Les ombres

Car si cette histoire n’est “rien de plus” qu’une histoire de migrants qui ont quitté leur pays en guerre et qui racontent leur voyage, elle marque durablement le lecteur. Derrière le caractère choquant de ce “rien de plus”, il est à noter que les différentes crises migratoires de ces dernières années ont saturé l’espace médiatique d’images organisant, malgré elles, une forme de concurrence dont le prix résidait dans une empathie émoussée à force de répétition. On peut ne pas être d’accord, y voir un cynisme et un fatalisme étrange, mais c’est un fait.

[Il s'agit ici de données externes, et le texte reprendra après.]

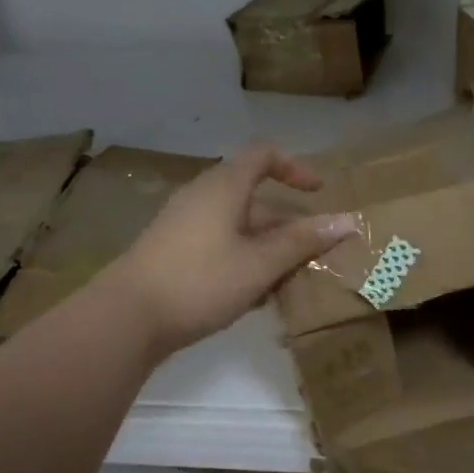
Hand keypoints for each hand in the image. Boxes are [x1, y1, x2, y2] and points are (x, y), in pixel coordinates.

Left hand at [100, 145, 360, 356]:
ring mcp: (182, 224)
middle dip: (287, 223)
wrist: (126, 317)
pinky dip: (242, 260)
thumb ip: (303, 241)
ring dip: (266, 247)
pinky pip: (218, 244)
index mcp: (223, 187)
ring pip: (237, 226)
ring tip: (288, 281)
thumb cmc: (200, 281)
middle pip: (253, 196)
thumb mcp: (260, 263)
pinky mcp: (171, 252)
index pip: (263, 155)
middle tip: (312, 252)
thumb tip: (347, 220)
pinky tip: (252, 297)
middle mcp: (201, 197)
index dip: (295, 167)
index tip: (318, 192)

La surexposition à des images semblables atténue leur impact et la sursollicitation émotionnelle des médias dominant ne cesse de nous vacciner aux indignations longues peu rentables en termes de clics et de réactivité sur les réseaux sociaux.
Par la mise à distance qu’ils posent naturellement avec leur sujet, il arrive à la bande dessinée et au cinéma d’animation de traiter avec autant de profondeur et d’émotion des histoires aussi difficiles que ne le fait la littérature ou le cinéma “en prise de vue réelle”. En jouant les philosophes de plateau télé, on pourrait y voir là la preuve de la vérité du regard d’un Platon qui se méfiait des comédiens… Ainsi, la BD et le cinéma d’animation ne nous duperaient pas en jouant d’emblée la carte de la fiction et rendraient sa magie plus opérationnelle…
Quoi qu’il en soit, Les ombres de Zadus et Hippolytes appartient à ces récits dont l’esthétique participe pleinement à l’immersion et à l’implication du lecteur vis-à-vis du propos des auteurs.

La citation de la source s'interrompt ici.